Exercise instructions >> The records that follow should be copied out exactly, pictures excluded.

Exercise materials >>
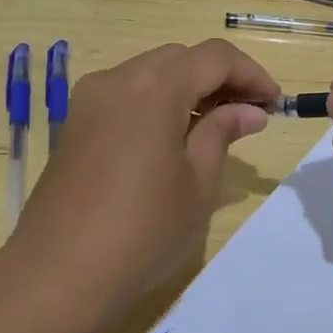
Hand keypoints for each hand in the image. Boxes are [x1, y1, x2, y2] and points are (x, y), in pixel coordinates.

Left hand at [10, 40, 278, 323]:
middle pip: (180, 58)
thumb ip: (222, 134)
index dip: (251, 74)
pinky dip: (157, 102)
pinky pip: (126, 94)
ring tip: (215, 128)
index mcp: (153, 88)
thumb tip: (248, 111)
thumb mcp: (198, 184)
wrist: (57, 275)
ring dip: (187, 89)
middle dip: (219, 78)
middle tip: (248, 116)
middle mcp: (117, 80)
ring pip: (150, 73)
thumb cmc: (141, 232)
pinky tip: (173, 138)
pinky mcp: (75, 124)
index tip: (274, 104)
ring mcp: (89, 100)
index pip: (214, 57)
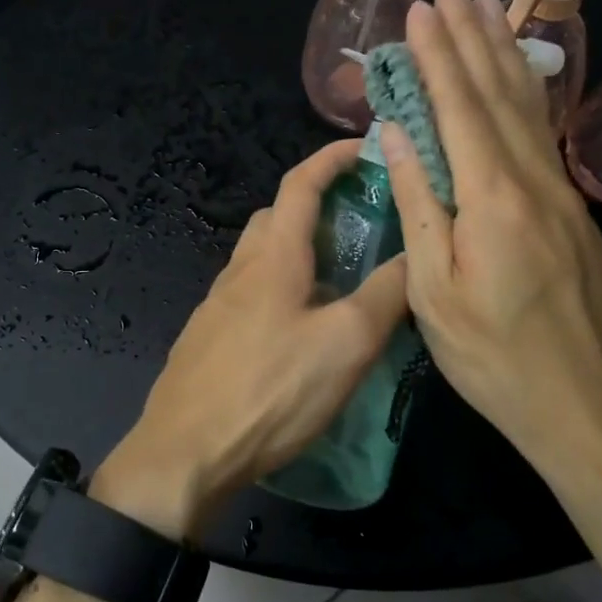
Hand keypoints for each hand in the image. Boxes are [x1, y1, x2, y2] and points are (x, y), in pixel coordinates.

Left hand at [92, 140, 408, 539]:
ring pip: (260, 259)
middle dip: (314, 207)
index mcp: (272, 257)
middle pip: (274, 218)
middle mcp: (238, 270)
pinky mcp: (207, 339)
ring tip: (337, 282)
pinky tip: (298, 331)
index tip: (362, 147)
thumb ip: (386, 295)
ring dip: (296, 252)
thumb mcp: (346, 343)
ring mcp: (216, 306)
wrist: (185, 453)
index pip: (300, 184)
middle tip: (357, 224)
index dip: (331, 157)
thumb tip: (417, 255)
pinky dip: (279, 291)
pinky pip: (249, 296)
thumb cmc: (271, 390)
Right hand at [379, 0, 601, 514]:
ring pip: (529, 109)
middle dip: (472, 36)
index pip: (459, 107)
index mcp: (494, 198)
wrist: (594, 410)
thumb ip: (418, 205)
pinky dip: (525, 96)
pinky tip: (520, 80)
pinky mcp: (574, 214)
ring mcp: (562, 196)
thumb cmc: (497, 361)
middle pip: (499, 93)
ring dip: (504, 55)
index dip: (437, 54)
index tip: (420, 8)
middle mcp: (534, 181)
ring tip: (490, 9)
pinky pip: (542, 136)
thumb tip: (395, 136)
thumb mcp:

Response >>
Hand keypoints for each hand in the image. Boxes are [x1, y1, x2, y2] and points are (x, y), in pixel coordinates.

Left hand at [10, 40, 278, 323]:
middle pip: (180, 58)
thumb ip: (222, 134)
index dip: (251, 74)
pinky dip: (157, 102)
pinky pip: (126, 94)
ring tip: (215, 128)
index mcp: (153, 88)
thumb tip: (248, 111)
thumb mcp: (198, 184)
wrist: (57, 275)
ring dip: (187, 89)
middle dip: (219, 78)
middle tip: (248, 116)
middle mcp: (117, 80)
ring pip: (150, 73)
thumb cmc: (141, 232)
pinky tip: (173, 138)
pinky mcp: (75, 124)
index tip: (274, 104)
ring mcp: (89, 100)
index pip: (214, 57)
Hand keypoints for each hand in the image. Boxes are [x1, y1, x2, y2] and points are (x, y), in pixel coordinates.

Left hand at [92, 140, 408, 539]:
ring pip: (260, 259)
middle dip: (314, 207)
index mcp: (272, 257)
middle pip: (274, 218)
middle mcp: (238, 270)
pinky mcp: (207, 339)
ring tip: (337, 282)
pinky tip: (298, 331)
index tip: (362, 147)
thumb ip: (386, 295)
ring dip: (296, 252)
thumb mcp: (346, 343)
ring mcp: (216, 306)
wrist: (185, 453)
index pip: (300, 184)
middle tip: (357, 224)
index dip: (331, 157)
thumb tip: (417, 255)
pinky dip: (279, 291)
pinky pip: (249, 296)
thumb cmc: (271, 390)
Right hand at [379, 0, 601, 514]:
ring pip: (529, 109)
middle dip: (472, 36)
index pip: (459, 107)
index mcp: (494, 198)
wrist: (594, 410)
thumb ip: (418, 205)
pinky dip: (525, 96)
pinky tip: (520, 80)
pinky mcp: (574, 214)
ring mcp: (562, 196)
thumb cmc: (497, 361)
middle pip: (499, 93)
ring dip: (504, 55)
index dip: (437, 54)
index tip: (420, 8)
middle mcp: (534, 181)
ring tip: (490, 9)
pinky pip: (542, 136)
thumb tip: (395, 136)
thumb mcp:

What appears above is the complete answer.